Revenons au verre d’eau. Pour ceux qui ont étudié la leçon sur le livre d’école, il ne sera pas difficile de se souvenir du fameux cycle de l’eau. Mer, nuages, pluie mènent à l’auto-conscience environnementale, mais représentent aussi une bonne image pour repenser les contenus. Et si les contenus, comme l’eau, pouvaient bouger et changer de forme ? C’est ce que fait, en substance, le savoir libre. Il n’y a aucune explication rationnelle pour que des gens passent des heures entières à écrire une encyclopédie, alors qu’il en existe déjà, ou à refaire les cartes des territoires déjà cartographiés ; si ce n’est l’idée qu’en proposant ce matériel en une licence libre, ces contenus seront libres. Les contenus libres peuvent être utilisés, re-mixés, modifiés, mis à jour, intégrés, corrigés, vendus et analysés par tous et ce, légalement. Même les artistes, les institutions culturelles, les critiques et les chercheurs peuvent contribuer au savoir libre.

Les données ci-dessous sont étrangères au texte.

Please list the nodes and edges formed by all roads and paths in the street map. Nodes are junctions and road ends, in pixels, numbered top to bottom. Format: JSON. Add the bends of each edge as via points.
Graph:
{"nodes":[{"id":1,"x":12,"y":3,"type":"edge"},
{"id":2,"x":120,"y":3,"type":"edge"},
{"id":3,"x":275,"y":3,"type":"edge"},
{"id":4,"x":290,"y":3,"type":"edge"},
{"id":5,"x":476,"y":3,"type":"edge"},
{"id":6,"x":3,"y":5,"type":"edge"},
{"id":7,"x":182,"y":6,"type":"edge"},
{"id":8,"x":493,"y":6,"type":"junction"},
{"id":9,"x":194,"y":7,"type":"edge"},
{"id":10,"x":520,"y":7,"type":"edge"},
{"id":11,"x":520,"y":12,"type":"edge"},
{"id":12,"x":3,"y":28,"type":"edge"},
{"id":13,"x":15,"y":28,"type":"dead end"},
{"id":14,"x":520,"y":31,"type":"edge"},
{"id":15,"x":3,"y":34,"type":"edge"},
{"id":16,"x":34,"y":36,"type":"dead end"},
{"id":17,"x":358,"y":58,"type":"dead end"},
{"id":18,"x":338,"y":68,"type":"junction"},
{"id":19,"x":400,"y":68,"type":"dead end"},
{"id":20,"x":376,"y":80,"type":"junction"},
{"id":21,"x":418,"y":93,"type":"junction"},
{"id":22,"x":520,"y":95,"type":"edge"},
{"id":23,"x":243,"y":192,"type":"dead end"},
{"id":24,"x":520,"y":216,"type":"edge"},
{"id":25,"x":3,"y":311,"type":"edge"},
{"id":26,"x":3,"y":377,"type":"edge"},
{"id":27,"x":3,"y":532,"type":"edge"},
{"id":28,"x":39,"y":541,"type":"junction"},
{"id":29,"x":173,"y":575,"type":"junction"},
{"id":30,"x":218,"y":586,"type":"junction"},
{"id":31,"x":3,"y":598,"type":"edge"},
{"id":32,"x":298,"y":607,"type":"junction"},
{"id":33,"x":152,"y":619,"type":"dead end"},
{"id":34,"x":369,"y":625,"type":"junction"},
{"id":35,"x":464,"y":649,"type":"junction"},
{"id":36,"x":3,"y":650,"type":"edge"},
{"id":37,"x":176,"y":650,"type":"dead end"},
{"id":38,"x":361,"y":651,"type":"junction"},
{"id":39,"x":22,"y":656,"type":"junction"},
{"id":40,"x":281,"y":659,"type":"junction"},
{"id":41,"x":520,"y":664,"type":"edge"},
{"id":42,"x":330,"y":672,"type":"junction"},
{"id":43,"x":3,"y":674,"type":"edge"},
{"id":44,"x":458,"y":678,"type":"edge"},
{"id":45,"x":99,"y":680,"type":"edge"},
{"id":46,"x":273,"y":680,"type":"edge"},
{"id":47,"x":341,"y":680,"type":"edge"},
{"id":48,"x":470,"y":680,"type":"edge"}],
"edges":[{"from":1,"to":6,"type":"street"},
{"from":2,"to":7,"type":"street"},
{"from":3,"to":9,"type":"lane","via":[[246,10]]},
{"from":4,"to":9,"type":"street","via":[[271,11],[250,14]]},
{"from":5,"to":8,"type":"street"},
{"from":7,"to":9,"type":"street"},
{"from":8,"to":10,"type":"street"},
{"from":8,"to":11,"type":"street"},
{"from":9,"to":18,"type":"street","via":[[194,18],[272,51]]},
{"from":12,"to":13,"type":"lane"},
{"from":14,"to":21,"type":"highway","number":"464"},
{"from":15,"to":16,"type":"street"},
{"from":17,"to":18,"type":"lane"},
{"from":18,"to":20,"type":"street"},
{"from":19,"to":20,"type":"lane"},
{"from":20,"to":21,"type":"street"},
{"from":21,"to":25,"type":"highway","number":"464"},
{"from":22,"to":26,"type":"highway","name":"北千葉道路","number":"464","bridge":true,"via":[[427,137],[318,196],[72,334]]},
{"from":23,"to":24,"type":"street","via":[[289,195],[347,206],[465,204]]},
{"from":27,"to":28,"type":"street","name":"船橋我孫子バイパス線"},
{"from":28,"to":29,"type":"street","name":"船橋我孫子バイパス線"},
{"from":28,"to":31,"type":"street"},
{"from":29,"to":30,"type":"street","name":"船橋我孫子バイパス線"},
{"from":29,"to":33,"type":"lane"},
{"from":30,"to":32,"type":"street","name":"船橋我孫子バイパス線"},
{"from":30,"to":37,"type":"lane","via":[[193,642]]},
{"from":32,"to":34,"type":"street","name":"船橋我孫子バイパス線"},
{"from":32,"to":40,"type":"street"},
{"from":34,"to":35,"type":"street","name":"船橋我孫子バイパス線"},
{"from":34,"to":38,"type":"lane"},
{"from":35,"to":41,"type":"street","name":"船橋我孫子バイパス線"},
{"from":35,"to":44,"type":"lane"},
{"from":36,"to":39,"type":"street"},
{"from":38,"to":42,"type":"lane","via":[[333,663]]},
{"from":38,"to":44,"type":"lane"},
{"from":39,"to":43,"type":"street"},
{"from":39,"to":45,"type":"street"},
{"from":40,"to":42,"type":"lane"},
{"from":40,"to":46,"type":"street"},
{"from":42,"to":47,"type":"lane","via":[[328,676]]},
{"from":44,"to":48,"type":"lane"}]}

Qu’y gagnent-ils ? Nous ne le savons pas. On sait qu’ils relâchent des contenus avec une licence libre ‘creative commons’, qu’ils partagent le savoir tout en augmentant leur visibilité, car la licence oblige à citer toujours l’auteur. On sait que cette licence est infectieuse, car ceux qui utilisent ces contenus doivent adopter à leur tour la même licence. On sait aussi que les contenus peuvent être intégrés à Wikipedia et atteindre ainsi un très vaste public. Pourtant beaucoup de choses sont encore floues. On peut cela dit tenter de répondre à la question : pourquoi pas ? Dans certains cas il y a des avantages évidents à ne pas divulguer librement des contenus, mais si l’hésitation est « peut-être qu’un jour je pourrais devenir riche en vendant ma thèse ou l’image de mon installation », alors, le moment est venu de boire un verre d’eau.